__PROBLEM STATEMENT__
If a record holds a picture, drop the picture and return the rest of the record word for word.

○ ○ ○

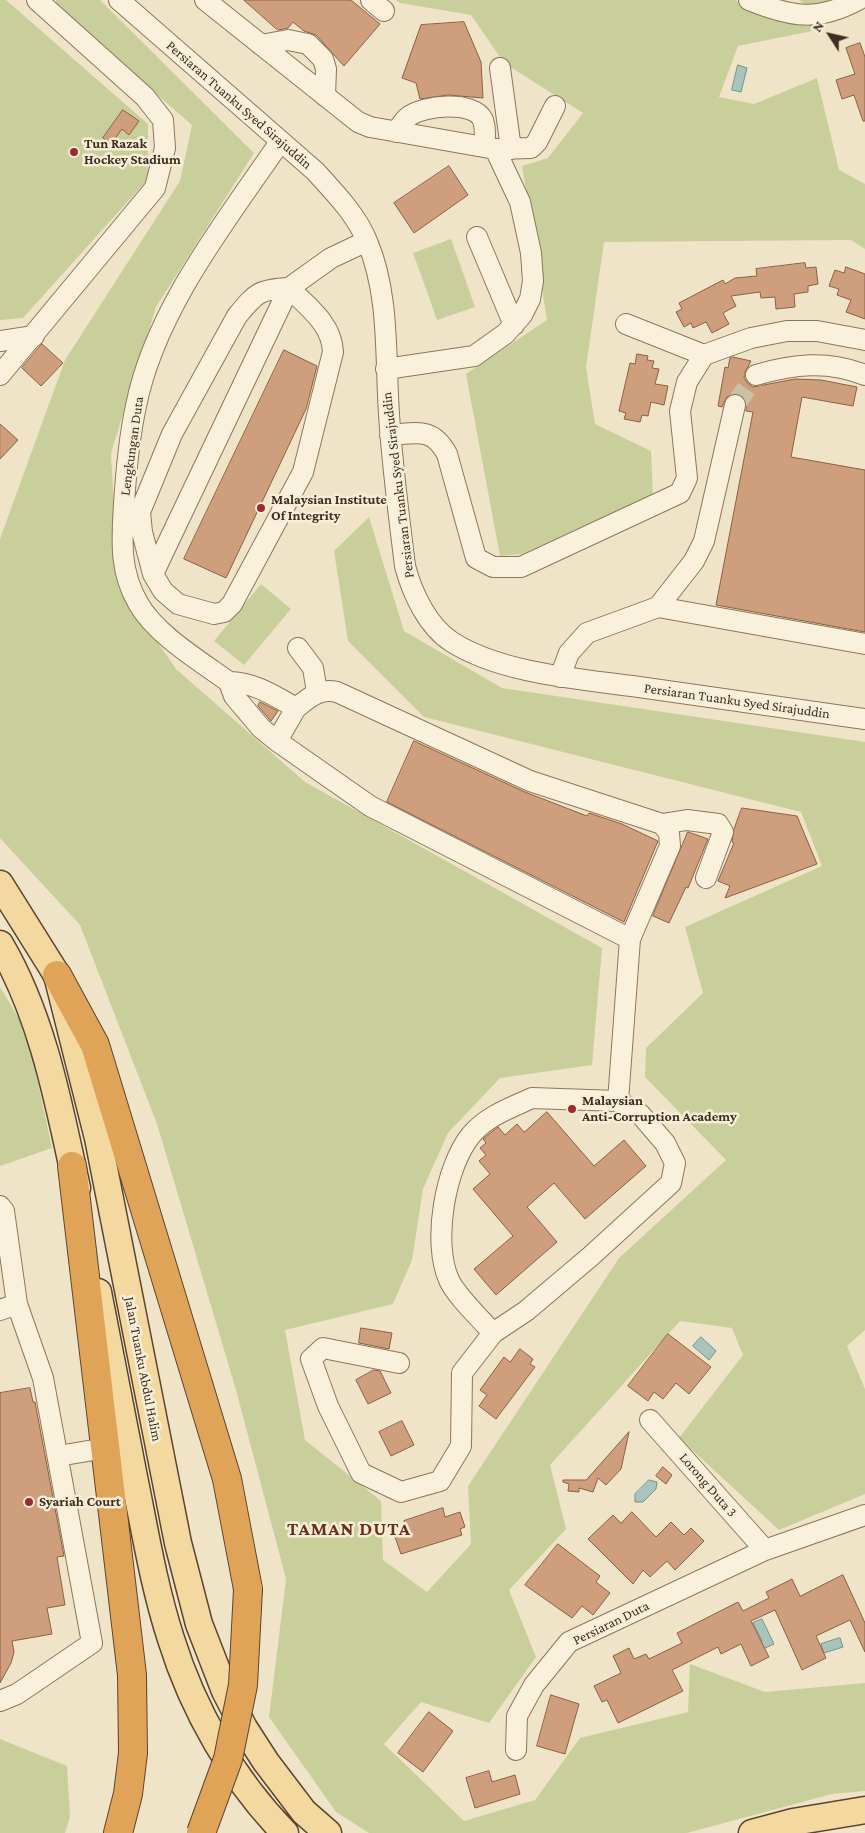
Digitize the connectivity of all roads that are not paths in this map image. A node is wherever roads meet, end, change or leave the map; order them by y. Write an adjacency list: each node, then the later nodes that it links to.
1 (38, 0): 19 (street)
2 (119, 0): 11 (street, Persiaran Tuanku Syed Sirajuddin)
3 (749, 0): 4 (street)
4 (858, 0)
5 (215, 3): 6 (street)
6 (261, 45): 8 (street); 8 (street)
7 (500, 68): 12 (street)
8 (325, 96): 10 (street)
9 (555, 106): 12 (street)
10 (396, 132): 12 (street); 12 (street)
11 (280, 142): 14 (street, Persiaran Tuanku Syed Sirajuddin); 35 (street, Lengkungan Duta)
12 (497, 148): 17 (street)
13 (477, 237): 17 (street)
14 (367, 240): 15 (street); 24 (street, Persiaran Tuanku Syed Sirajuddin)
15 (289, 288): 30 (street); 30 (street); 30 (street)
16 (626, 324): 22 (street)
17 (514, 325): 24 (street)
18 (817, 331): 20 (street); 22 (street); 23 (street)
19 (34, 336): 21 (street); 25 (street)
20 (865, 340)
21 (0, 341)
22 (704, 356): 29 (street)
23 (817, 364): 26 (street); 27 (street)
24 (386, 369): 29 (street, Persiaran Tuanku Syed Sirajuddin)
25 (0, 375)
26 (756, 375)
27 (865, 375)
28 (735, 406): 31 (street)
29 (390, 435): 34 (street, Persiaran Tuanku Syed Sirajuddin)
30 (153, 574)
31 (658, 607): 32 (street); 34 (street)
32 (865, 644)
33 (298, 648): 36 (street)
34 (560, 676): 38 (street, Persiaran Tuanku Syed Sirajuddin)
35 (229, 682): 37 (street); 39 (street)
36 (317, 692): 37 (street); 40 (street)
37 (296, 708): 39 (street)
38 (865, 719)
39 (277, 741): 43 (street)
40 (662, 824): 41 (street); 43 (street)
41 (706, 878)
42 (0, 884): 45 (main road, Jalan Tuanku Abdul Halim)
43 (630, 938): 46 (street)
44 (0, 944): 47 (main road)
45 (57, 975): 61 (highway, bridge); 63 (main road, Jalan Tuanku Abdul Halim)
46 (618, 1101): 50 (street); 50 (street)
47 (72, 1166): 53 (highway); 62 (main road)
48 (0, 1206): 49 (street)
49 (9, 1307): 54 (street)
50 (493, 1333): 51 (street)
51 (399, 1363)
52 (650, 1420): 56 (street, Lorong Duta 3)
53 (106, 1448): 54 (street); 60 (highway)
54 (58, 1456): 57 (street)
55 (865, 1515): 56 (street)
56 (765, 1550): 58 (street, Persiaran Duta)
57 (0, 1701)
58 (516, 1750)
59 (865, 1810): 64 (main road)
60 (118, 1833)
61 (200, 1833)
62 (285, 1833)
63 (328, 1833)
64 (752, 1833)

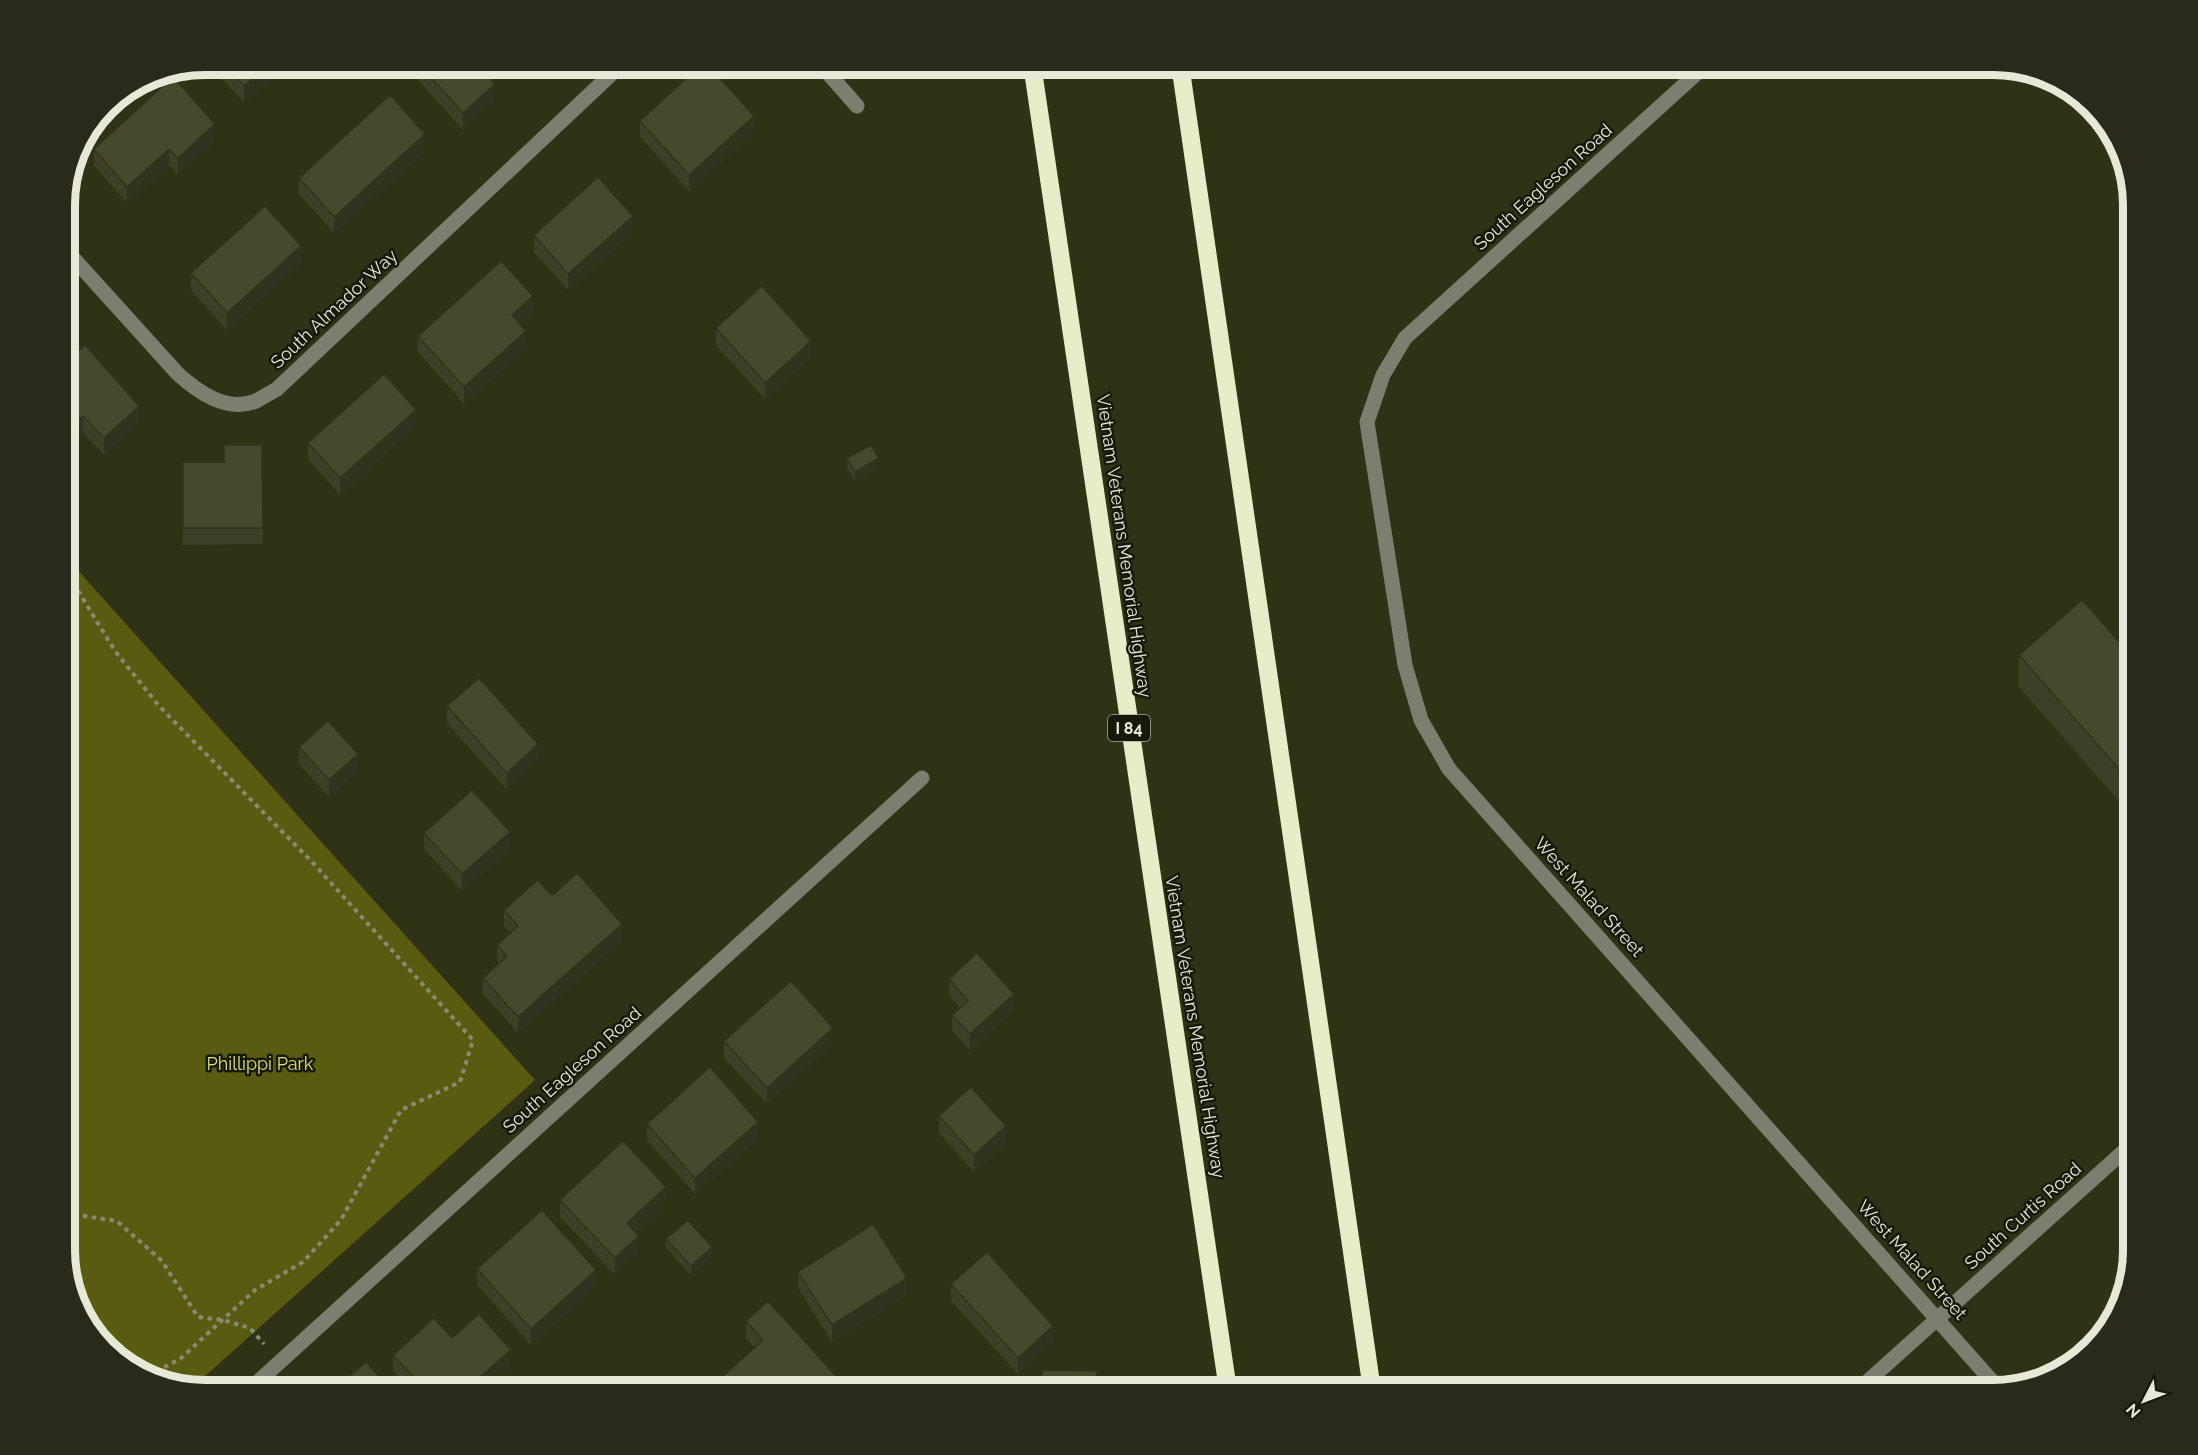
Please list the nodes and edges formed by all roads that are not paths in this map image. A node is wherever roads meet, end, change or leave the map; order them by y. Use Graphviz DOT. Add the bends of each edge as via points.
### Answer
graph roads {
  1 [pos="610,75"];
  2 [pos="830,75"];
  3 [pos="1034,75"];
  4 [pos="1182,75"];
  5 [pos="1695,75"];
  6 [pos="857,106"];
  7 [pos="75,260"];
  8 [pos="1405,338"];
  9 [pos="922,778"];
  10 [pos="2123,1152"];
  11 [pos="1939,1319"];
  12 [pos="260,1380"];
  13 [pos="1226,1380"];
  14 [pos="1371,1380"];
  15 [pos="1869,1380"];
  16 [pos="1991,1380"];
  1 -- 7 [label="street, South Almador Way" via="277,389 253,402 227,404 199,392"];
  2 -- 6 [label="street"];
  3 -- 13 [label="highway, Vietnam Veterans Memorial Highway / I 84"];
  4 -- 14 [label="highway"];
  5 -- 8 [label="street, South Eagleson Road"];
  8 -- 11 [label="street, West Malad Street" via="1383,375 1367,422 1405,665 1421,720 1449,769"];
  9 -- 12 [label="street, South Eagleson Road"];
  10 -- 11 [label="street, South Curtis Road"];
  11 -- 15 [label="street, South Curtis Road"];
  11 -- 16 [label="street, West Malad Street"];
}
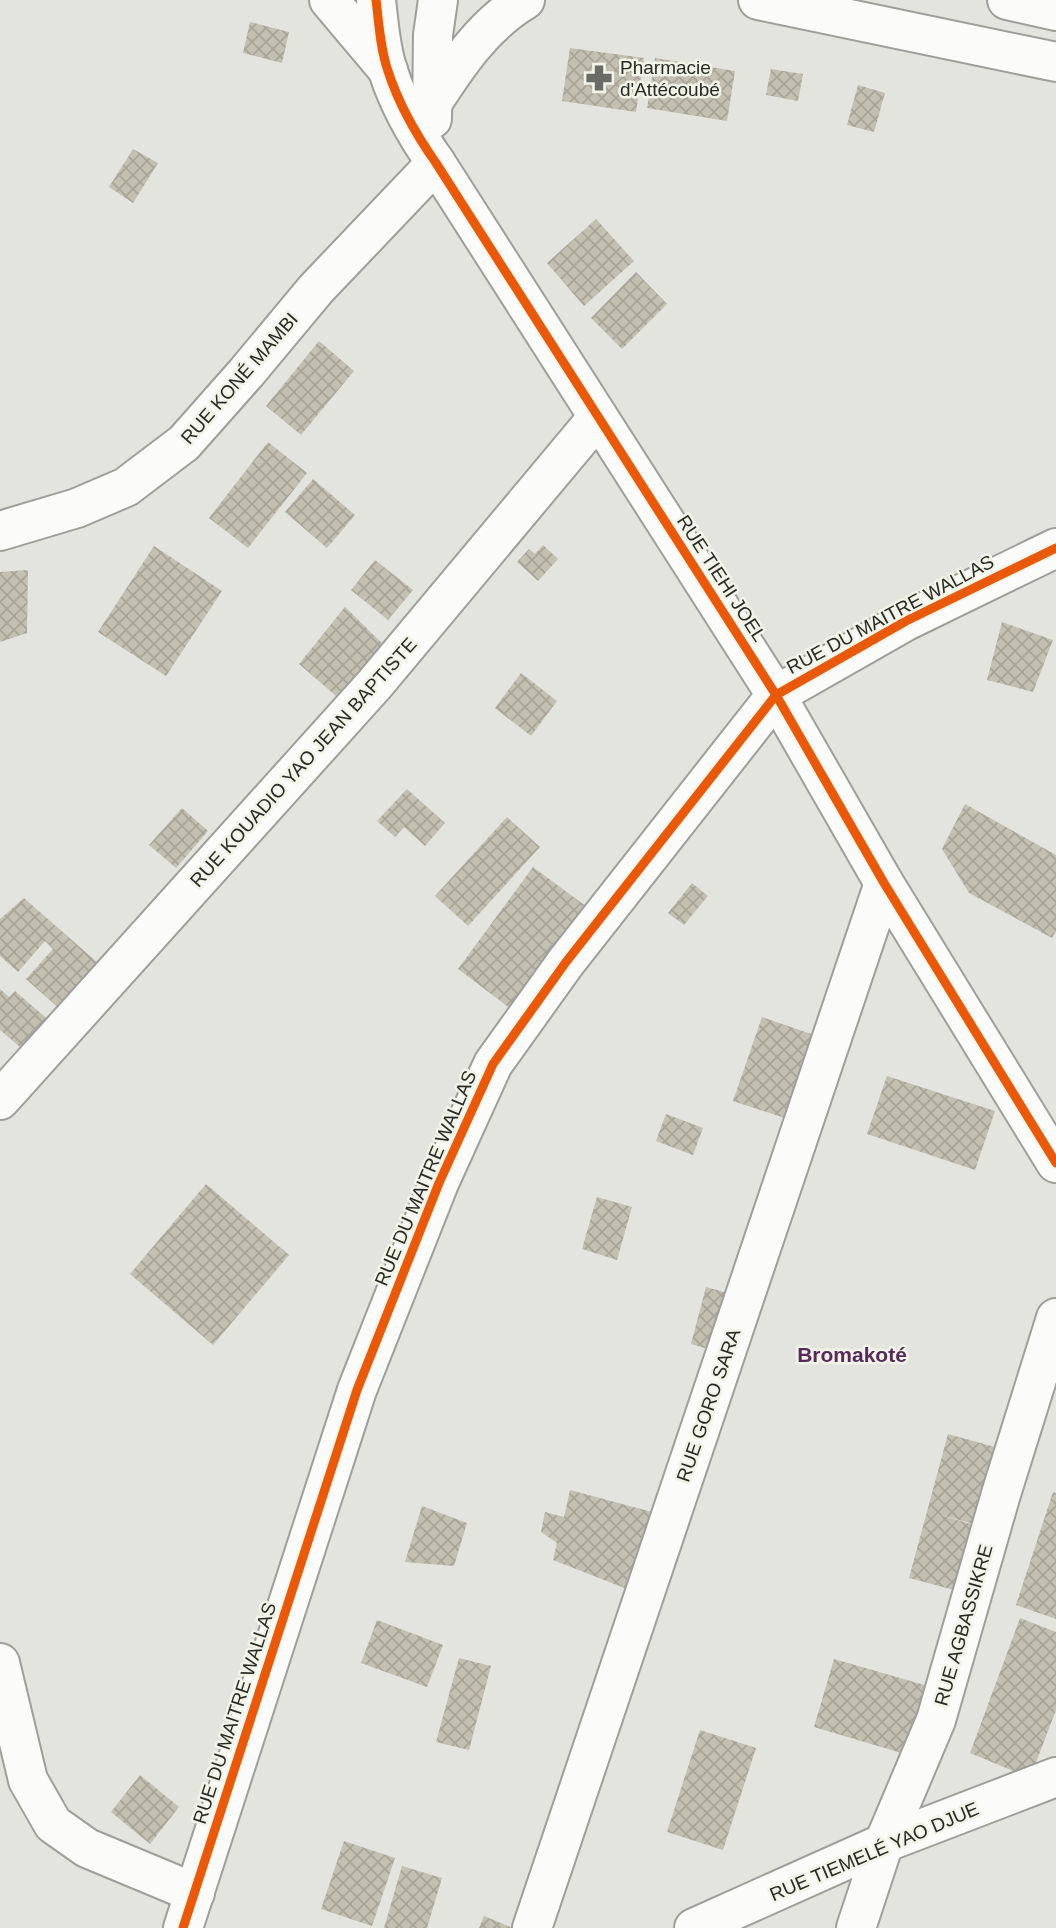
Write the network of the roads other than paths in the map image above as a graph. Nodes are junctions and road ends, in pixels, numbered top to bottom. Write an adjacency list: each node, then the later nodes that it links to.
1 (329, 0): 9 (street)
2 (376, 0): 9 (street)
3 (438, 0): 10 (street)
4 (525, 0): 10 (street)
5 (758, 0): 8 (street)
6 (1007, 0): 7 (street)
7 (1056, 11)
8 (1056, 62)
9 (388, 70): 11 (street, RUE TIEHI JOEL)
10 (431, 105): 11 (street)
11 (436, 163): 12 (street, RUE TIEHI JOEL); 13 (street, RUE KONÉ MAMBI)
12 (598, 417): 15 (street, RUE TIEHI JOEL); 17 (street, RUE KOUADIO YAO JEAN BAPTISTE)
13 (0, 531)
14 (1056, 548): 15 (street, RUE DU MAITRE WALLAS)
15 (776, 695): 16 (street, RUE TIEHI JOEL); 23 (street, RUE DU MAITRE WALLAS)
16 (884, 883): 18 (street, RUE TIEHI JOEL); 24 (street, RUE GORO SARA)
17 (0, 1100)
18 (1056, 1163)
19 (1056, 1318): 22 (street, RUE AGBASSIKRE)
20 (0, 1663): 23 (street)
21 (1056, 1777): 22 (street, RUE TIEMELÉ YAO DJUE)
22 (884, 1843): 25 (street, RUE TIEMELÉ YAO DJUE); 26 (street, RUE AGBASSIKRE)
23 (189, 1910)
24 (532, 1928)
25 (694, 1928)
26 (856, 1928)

○ ○ ○

__EXERCISE ANSWER__
Digitize the connectivity of all roads that are not paths in this map image. A node is wherever roads meet, end, change or leave the map; order them by y. Write an adjacency list: each node, then the later nodes that it links to.
1 (38, 0): 19 (street)
2 (119, 0): 11 (street, Persiaran Tuanku Syed Sirajuddin)
3 (749, 0): 4 (street)
4 (858, 0)
5 (215, 3): 6 (street)
6 (261, 45): 8 (street); 8 (street)
7 (500, 68): 12 (street)
8 (325, 96): 10 (street)
9 (555, 106): 12 (street)
10 (396, 132): 12 (street); 12 (street)
11 (280, 142): 14 (street, Persiaran Tuanku Syed Sirajuddin); 35 (street, Lengkungan Duta)
12 (497, 148): 17 (street)
13 (477, 237): 17 (street)
14 (367, 240): 15 (street); 24 (street, Persiaran Tuanku Syed Sirajuddin)
15 (289, 288): 30 (street); 30 (street); 30 (street)
16 (626, 324): 22 (street)
17 (514, 325): 24 (street)
18 (817, 331): 20 (street); 22 (street); 23 (street)
19 (34, 336): 21 (street); 25 (street)
20 (865, 340)
21 (0, 341)
22 (704, 356): 29 (street)
23 (817, 364): 26 (street); 27 (street)
24 (386, 369): 29 (street, Persiaran Tuanku Syed Sirajuddin)
25 (0, 375)
26 (756, 375)
27 (865, 375)
28 (735, 406): 31 (street)
29 (390, 435): 34 (street, Persiaran Tuanku Syed Sirajuddin)
30 (153, 574)
31 (658, 607): 32 (street); 34 (street)
32 (865, 644)
33 (298, 648): 36 (street)
34 (560, 676): 38 (street, Persiaran Tuanku Syed Sirajuddin)
35 (229, 682): 37 (street); 39 (street)
36 (317, 692): 37 (street); 40 (street)
37 (296, 708): 39 (street)
38 (865, 719)
39 (277, 741): 43 (street)
40 (662, 824): 41 (street); 43 (street)
41 (706, 878)
42 (0, 884): 45 (main road, Jalan Tuanku Abdul Halim)
43 (630, 938): 46 (street)
44 (0, 944): 47 (main road)
45 (57, 975): 61 (highway, bridge); 63 (main road, Jalan Tuanku Abdul Halim)
46 (618, 1101): 50 (street); 50 (street)
47 (72, 1166): 53 (highway); 62 (main road)
48 (0, 1206): 49 (street)
49 (9, 1307): 54 (street)
50 (493, 1333): 51 (street)
51 (399, 1363)
52 (650, 1420): 56 (street, Lorong Duta 3)
53 (106, 1448): 54 (street); 60 (highway)
54 (58, 1456): 57 (street)
55 (865, 1515): 56 (street)
56 (765, 1550): 58 (street, Persiaran Duta)
57 (0, 1701)
58 (516, 1750)
59 (865, 1810): 64 (main road)
60 (118, 1833)
61 (200, 1833)
62 (285, 1833)
63 (328, 1833)
64 (752, 1833)

Please list the nodes and edges formed by all roads that are not paths in this map image. A node is wherever roads meet, end, change or leave the map; order them by y. Use Graphviz DOT. Add the bends of each edge as via points.
### Answer
graph roads {
  1 [pos="610,75"];
  2 [pos="830,75"];
  3 [pos="1034,75"];
  4 [pos="1182,75"];
  5 [pos="1695,75"];
  6 [pos="857,106"];
  7 [pos="75,260"];
  8 [pos="1405,338"];
  9 [pos="922,778"];
  10 [pos="2123,1152"];
  11 [pos="1939,1319"];
  12 [pos="260,1380"];
  13 [pos="1226,1380"];
  14 [pos="1371,1380"];
  15 [pos="1869,1380"];
  16 [pos="1991,1380"];
  1 -- 7 [label="street, South Almador Way" via="277,389 253,402 227,404 199,392"];
  2 -- 6 [label="street"];
  3 -- 13 [label="highway, Vietnam Veterans Memorial Highway / I 84"];
  4 -- 14 [label="highway"];
  5 -- 8 [label="street, South Eagleson Road"];
  8 -- 11 [label="street, West Malad Street" via="1383,375 1367,422 1405,665 1421,720 1449,769"];
  9 -- 12 [label="street, South Eagleson Road"];
  10 -- 11 [label="street, South Curtis Road"];
  11 -- 15 [label="street, South Curtis Road"];
  11 -- 16 [label="street, West Malad Street"];
}
Write the network of the roads other than paths in the map image above as a graph. Nodes are junctions and road ends, in pixels, numbered top to bottom. Write an adjacency list: each node, then the later nodes that it links to.
1 (329, 0): 9 (street)
2 (376, 0): 9 (street)
3 (438, 0): 10 (street)
4 (525, 0): 10 (street)
5 (758, 0): 8 (street)
6 (1007, 0): 7 (street)
7 (1056, 11)
8 (1056, 62)
9 (388, 70): 11 (street, RUE TIEHI JOEL)
10 (431, 105): 11 (street)
11 (436, 163): 12 (street, RUE TIEHI JOEL); 13 (street, RUE KONÉ MAMBI)
12 (598, 417): 15 (street, RUE TIEHI JOEL); 17 (street, RUE KOUADIO YAO JEAN BAPTISTE)
13 (0, 531)
14 (1056, 548): 15 (street, RUE DU MAITRE WALLAS)
15 (776, 695): 16 (street, RUE TIEHI JOEL); 23 (street, RUE DU MAITRE WALLAS)
16 (884, 883): 18 (street, RUE TIEHI JOEL); 24 (street, RUE GORO SARA)
17 (0, 1100)
18 (1056, 1163)
19 (1056, 1318): 22 (street, RUE AGBASSIKRE)
20 (0, 1663): 23 (street)
21 (1056, 1777): 22 (street, RUE TIEMELÉ YAO DJUE)
22 (884, 1843): 25 (street, RUE TIEMELÉ YAO DJUE); 26 (street, RUE AGBASSIKRE)
23 (189, 1910)
24 (532, 1928)
25 (694, 1928)
26 (856, 1928)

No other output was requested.